Actually, this scheme is probably my favorite. Then again, I almost bought the 06 epic with red/white/blue decals, also. Call me American... :thumbsup: wheels would be red king hubs, sapim spokes and blue nips on mavs.... mmm mmm mmm sweet! Still, im stoked on my gerolsteiner comp 07.


----------



## jetdog9 (Jul 12, 2007)

Orange is my favorite color, but that thing does look kinda like a can of Sunkist with wheels.


----------



## tron (Jul 18, 2004)

Its great...if you are a syracuse fan


----------



## Dr_John (Oct 11, 2005)

Odd... the website has dumped the SL2's in 'raw' (raw carbon, white accents). Too bad. I was kind of liking those.


----------



## MaddSkillz (Mar 13, 2007)

Whoa, the new Expert in white is the shizzle!!!!!!


----------



## skygodmatt (May 24, 2005)

*huh?*



MaddSkillz said:


> Whoa, the new Expert in white is the shizzle!!!!!!


What the hell is a shizzle?


----------



## Henry Porter (Jul 25, 2006)

skygodmatt said:


> What the hell is a shizzle?


NSFW: http://www.urbandictionary.com/define.php?term=fo'%20shizzle%20my%20nizzle


----------



## azoomm (Oct 19, 2007)

tron said:


> Its great...if you are a syracuse fan


Or a Gator fan.


----------



## MaddSkillz (Mar 13, 2007)

For some reason it's no longer on Specialized's website in white. hmmmm


----------



## Jake25 (Sep 20, 2006)

i saw that too, fortunatly i made it my wallpaper so i see it all the time


----------



## Von-Skipp (Oct 5, 2007)

So whats the deal with Specialized taking off extra color schemes from the website. Does that mean they are not offering them? 

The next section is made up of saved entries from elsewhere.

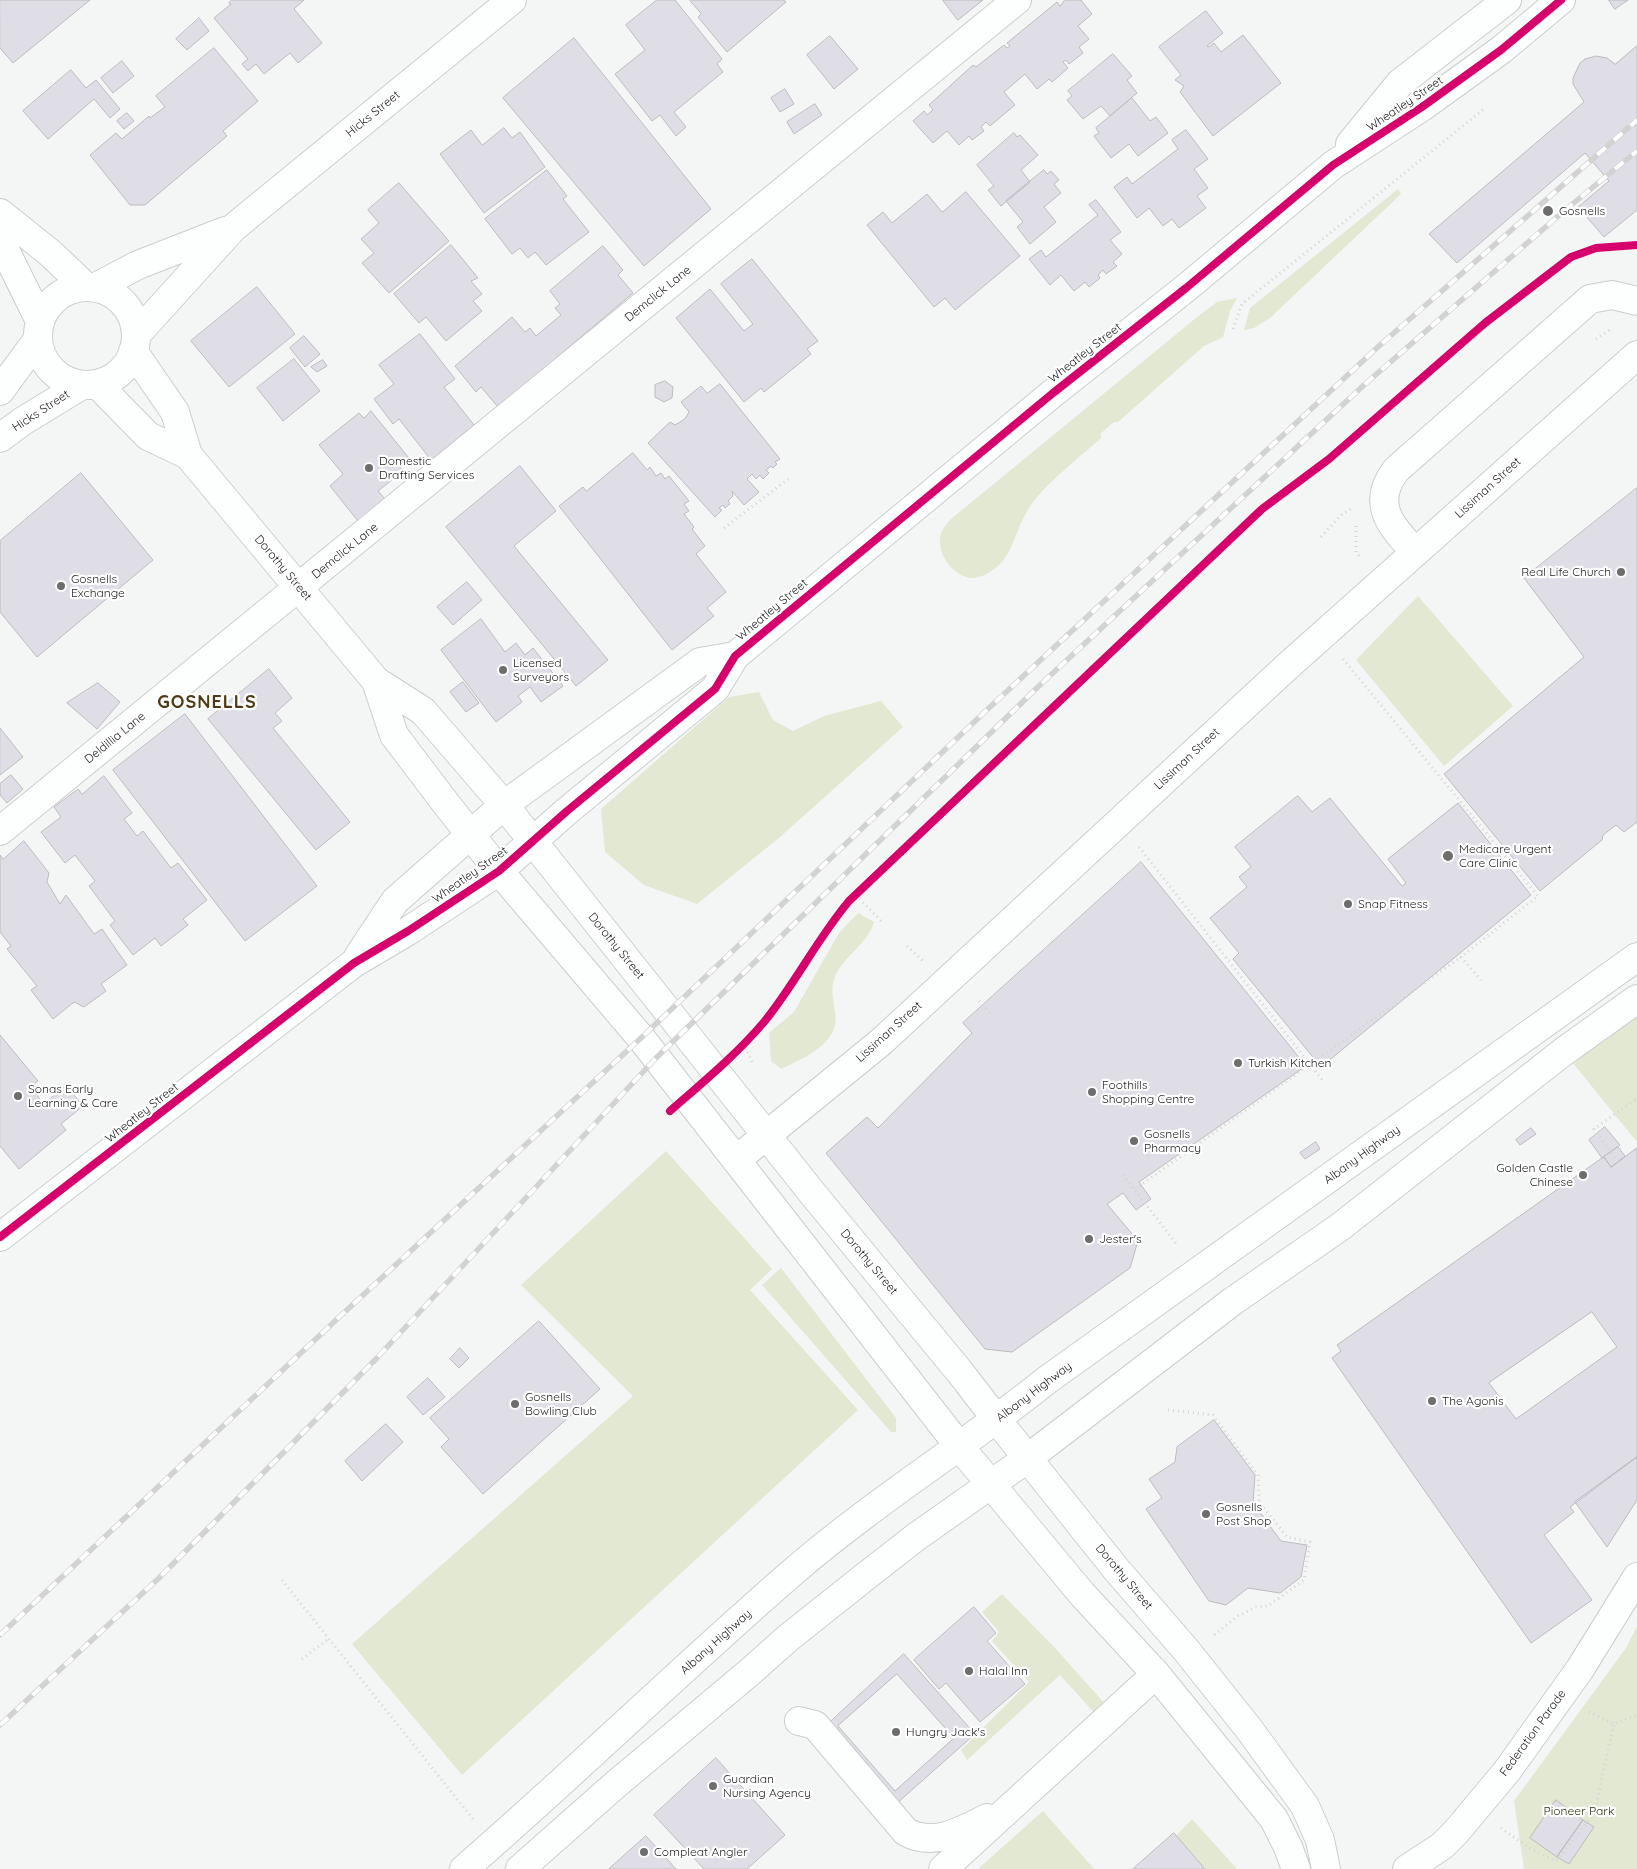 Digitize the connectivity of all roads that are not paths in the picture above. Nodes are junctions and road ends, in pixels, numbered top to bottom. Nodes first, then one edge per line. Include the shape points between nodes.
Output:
1 (512, 0) edge
2 (1017, 0) edge
3 (1507, 0) edge
4 (1561, 0) edge
5 (1333, 164) junction
6 (0, 213) edge
7 (233, 228) junction
8 (0, 240) edge
9 (91, 287) junction
10 (1637, 301) edge
11 (39, 330) junction
12 (134, 343) junction
13 (1637, 355) edge
14 (89, 385) junction
15 (0, 391) edge
16 (0, 438) edge
17 (188, 455) junction
18 (1415, 552) junction
19 (300, 588) junction
20 (735, 656) junction
21 (376, 680) junction
22 (504, 805) junction
23 (0, 831) edge
24 (472, 834) junction
25 (534, 842) junction
26 (499, 871) junction
27 (1637, 957) edge
28 (354, 963) junction
29 (1637, 999) edge
30 (766, 1135) junction
31 (736, 1160) junction
32 (0, 1237) edge
33 (997, 1420) junction
34 (959, 1446) junction
35 (1028, 1458) junction
36 (990, 1485) junction
37 (1637, 1577) edge
38 (1156, 1674) junction
39 (800, 1721) dead end
40 (1012, 1805) junction
41 (464, 1869) edge
42 (520, 1869) edge
43 (943, 1869) edge
44 (1296, 1869) edge
45 (1326, 1869) edge
46 (1407, 1869) edge

1 - 7 main road, Hicks Street
2 - 19 main road, Demclick Lane
3 - 5 main road, Wheatley Street via 1400,83
4 - 5 main road, Wheatley Street via 1501,50 1422,108
5 - 20 main road, Wheatley Street
6 - 9 main road
7 - 9 main road, Hicks Street
7 - 12 main road, Hicks Street
8 - 11 main road
9 - 11 main road via 70,289 57,296 47,307
9 - 12 main road via 112,294 124,304 133,318
10 - 18 main road via 1612,295 1590,299 1396,470 1384,491 1387,517
11 - 14 main road via 40,352 46,365 68,382
11 - 15 main road
12 - 14 main road via 125,367 113,378
12 - 17 main road, Dorothy Street via 175,412
13 - 18 main road, Lissiman Street
14 - 16 main road, Hicks Street via 23,421
14 - 17 main road, Dorothy Street via 148,436
17 - 19 main road, Dorothy Street
18 - 30 main road, Lissiman Street via 881,1042
19 - 21 main road, Dorothy Street
19 - 23 main road, Deldillia Lane
20 - 22 main road, Wheatley Street via 700,662
20 - 25 main road, Wheatley Street via 715,689
21 - 22 main road, Dorothy Street via 423,711
21 - 24 main road, Dorothy Street via 394,735
22 - 24 main road, Wheatley Street
22 - 25 main road, Dorothy Street
24 - 26 main road, Dorothy Street
24 - 28 main road, Wheatley Street via 395,901
25 - 26 main road, Wheatley Street
25 - 30 main road, Dorothy Street
26 - 28 main road, Wheatley Street
26 - 31 main road, Dorothy Street via 641,1038
27 - 33 main road, Albany Highway via 1070,1364
28 - 32 main road, Wheatley Street
29 - 35 main road via 1340,1227 1233,1301
30 - 31 main road, Lissiman Street
30 - 33 main road, Dorothy Street
31 - 34 main road, Dorothy Street
33 - 34 main road, Albany Highway
33 - 35 main road, Dorothy Street
34 - 36 main road, Dorothy Street
34 - 41 main road, Albany Highway via 795,1570
35 - 36 main road
35 - 45 main road, Dorothy Street via 1266,1752 1305,1806 1320,1840
36 - 38 main road, Dorothy Street via 1082,1594
36 - 42 main road via 916,1537 788,1638
37 - 46 main road, Federation Parade via 1580,1669 1507,1771 1442,1846
38 - 40 main road
38 - 44 main road, Dorothy Street via 1274,1819
39 - 40 main road via 815,1726 906,1832 917,1837 947,1836
40 - 43 main road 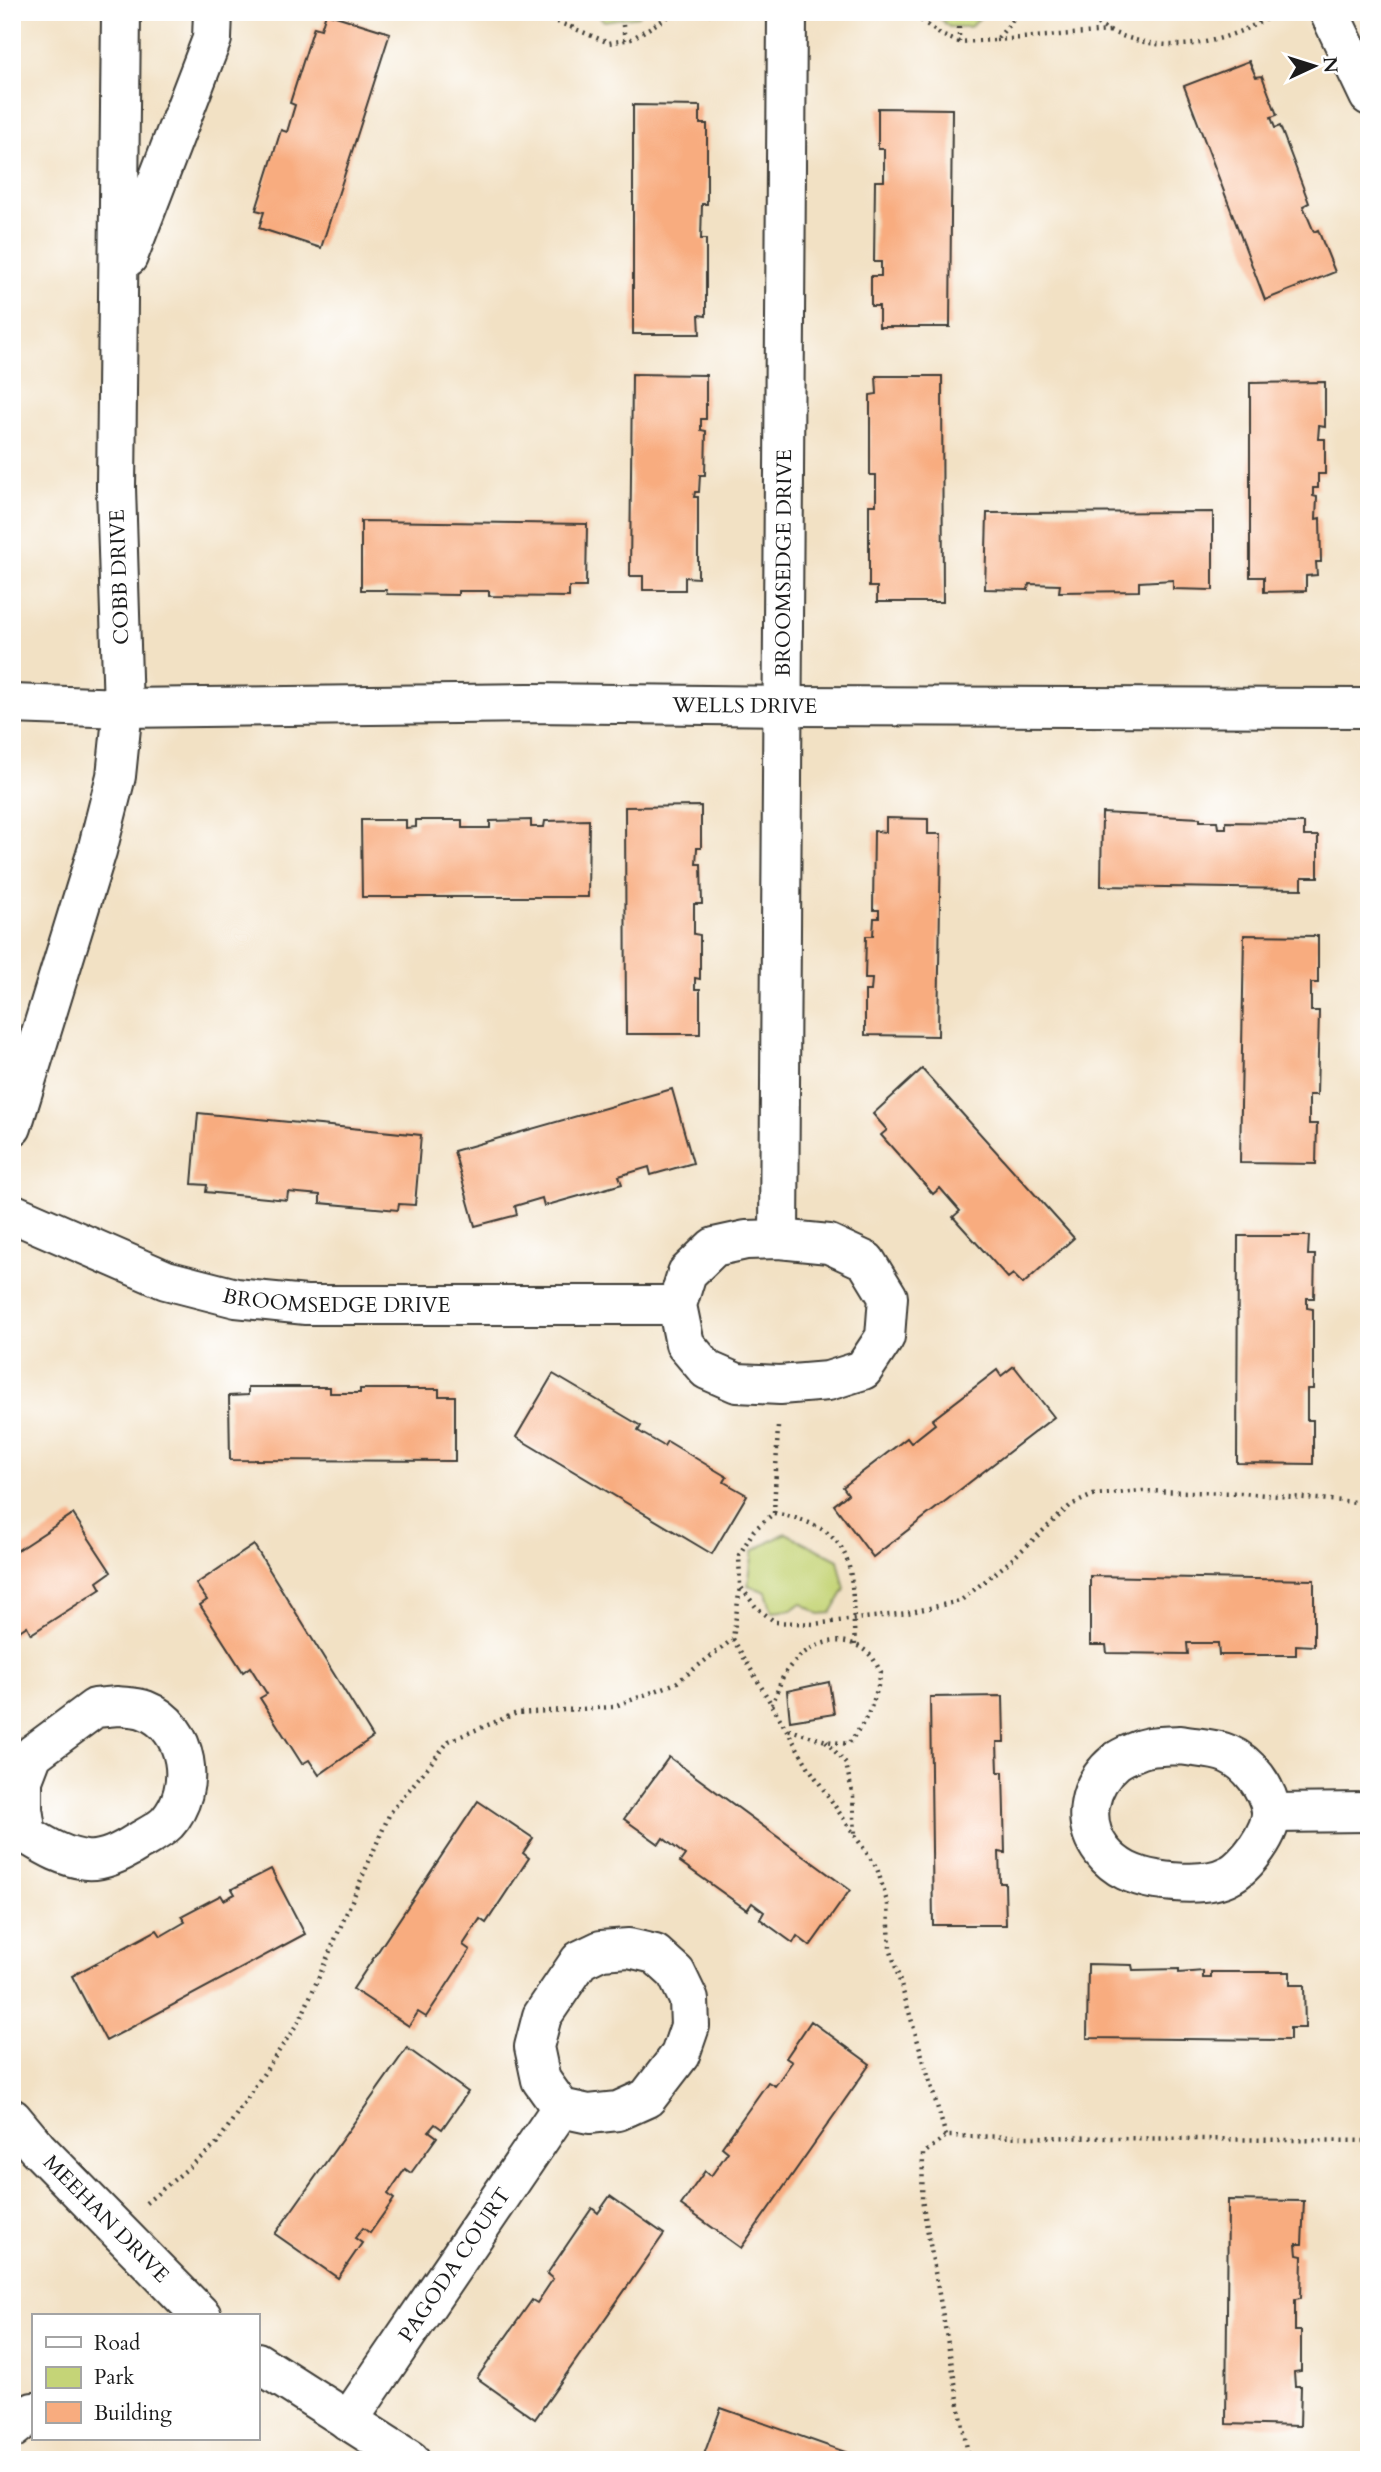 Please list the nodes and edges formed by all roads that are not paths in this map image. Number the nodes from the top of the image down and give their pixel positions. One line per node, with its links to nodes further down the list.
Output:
1 (121, 12): 6 (street, COBB DRIVE)
2 (213, 12): 6 (street)
3 (787, 12): 8 (street, BROOMSEDGE DRIVE)
4 (1329, 12): 5 (street)
5 (1369, 96)
6 (119, 282): 9 (street, COBB DRIVE)
7 (12, 704): 9 (street, WELLS DRIVE)
8 (784, 706): 9 (street, WELLS DRIVE); 10 (street, WELLS DRIVE); 13 (street, BROOMSEDGE DRIVE)
9 (123, 708): 11 (street, COBB DRIVE)
10 (1369, 708)
11 (12, 1127)
12 (12, 1213): 14 (street, BROOMSEDGE DRIVE)
13 (779, 1239): 14 (street); 14 (street)
14 (677, 1305)
15 (1369, 1812): 16 (street)
16 (1272, 1813): 16 (street)
17 (20, 1840): 17 (street)
18 (561, 2108): 18 (street); 23 (street, PAGODA COURT)
19 (12, 2118): 20 (street, MEEHAN DRIVE)
20 (200, 2314)
21 (259, 2363): 23 (street)
22 (32, 2413): 24 (street)
23 (348, 2421): 25 (street)
24 (12, 2429)
25 (411, 2460)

I would love to see the Tarmac Expert in white. I am purchasing a Expert Rival next week and want to know all the colors they offer it in. Otherwise it looks like I will very patriotic riding this frame!!


----------



## Jake25 (Sep 20, 2006)

Von-Skipp said:


> So whats the deal with Specialized taking off extra color schemes from the website. Does that mean they are not offering them?
> 
> I would love to see the Tarmac Expert in white. I am purchasing a Expert Rival next week and want to know all the colors they offer it in. Otherwise it looks like I will very patriotic riding this frame!!


yeah i wonder that as well, maybe it was only a photoshop design beucase, from the picture of the white that i have it doesn't say "expert" after tarmac ont he top tube

for the blue one i believe it does so mabye it was only a concept but not really a product.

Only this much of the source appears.